-- Directions for this task --
Going from the line that contains "index pip: (202, 164)" down to the last line in the listing below, reproduce every line exactly and include no others.

-- Material to process --
=-=-=

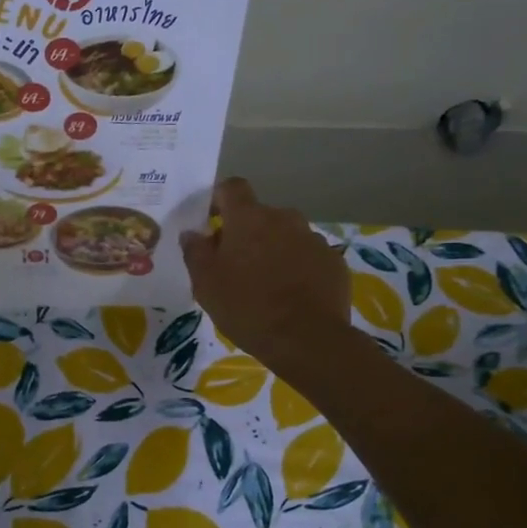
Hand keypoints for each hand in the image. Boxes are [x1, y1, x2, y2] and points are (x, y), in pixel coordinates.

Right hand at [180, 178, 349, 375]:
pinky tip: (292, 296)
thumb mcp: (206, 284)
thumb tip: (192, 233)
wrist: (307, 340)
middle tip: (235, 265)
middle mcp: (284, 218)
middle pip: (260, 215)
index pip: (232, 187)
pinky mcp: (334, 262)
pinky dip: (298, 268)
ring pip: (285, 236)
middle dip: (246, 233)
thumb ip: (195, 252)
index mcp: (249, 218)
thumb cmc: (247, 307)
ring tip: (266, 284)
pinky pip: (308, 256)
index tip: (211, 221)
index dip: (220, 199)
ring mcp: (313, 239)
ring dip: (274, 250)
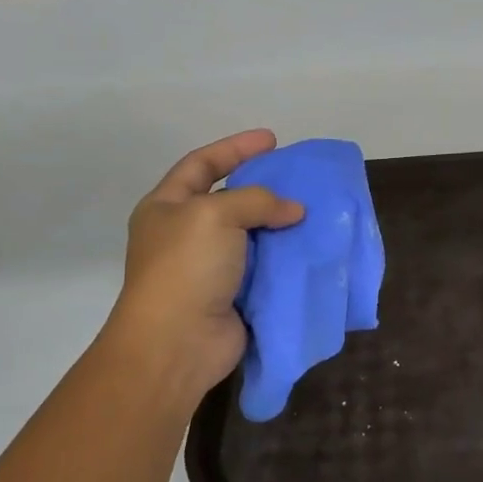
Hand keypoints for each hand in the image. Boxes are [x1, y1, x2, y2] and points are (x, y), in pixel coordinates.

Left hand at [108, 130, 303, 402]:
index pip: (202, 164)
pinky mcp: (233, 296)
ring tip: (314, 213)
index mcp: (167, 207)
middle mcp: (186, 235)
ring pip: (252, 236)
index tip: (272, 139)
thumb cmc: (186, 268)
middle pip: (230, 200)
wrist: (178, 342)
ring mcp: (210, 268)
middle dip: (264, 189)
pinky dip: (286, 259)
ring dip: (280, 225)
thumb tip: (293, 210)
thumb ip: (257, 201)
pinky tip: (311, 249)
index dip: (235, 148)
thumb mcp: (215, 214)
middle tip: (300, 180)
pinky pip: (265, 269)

=-=-=

-- Exercise answer --
index pip: (202, 164)
pinky mcp: (233, 296)
ring tip: (314, 213)
index mcp: (167, 207)
middle mcp: (186, 235)
ring pip: (252, 236)
index tip: (272, 139)
thumb cmc: (186, 268)
middle pip: (230, 200)
wrist: (178, 342)
ring mcp: (210, 268)
middle dip: (264, 189)
pinky dip: (286, 259)
ring dip: (280, 225)
thumb tip: (293, 210)
thumb ip: (257, 201)
pinky tip: (311, 249)
index dip: (235, 148)
thumb mcp: (215, 214)
middle tip: (300, 180)
pinky pip: (265, 269)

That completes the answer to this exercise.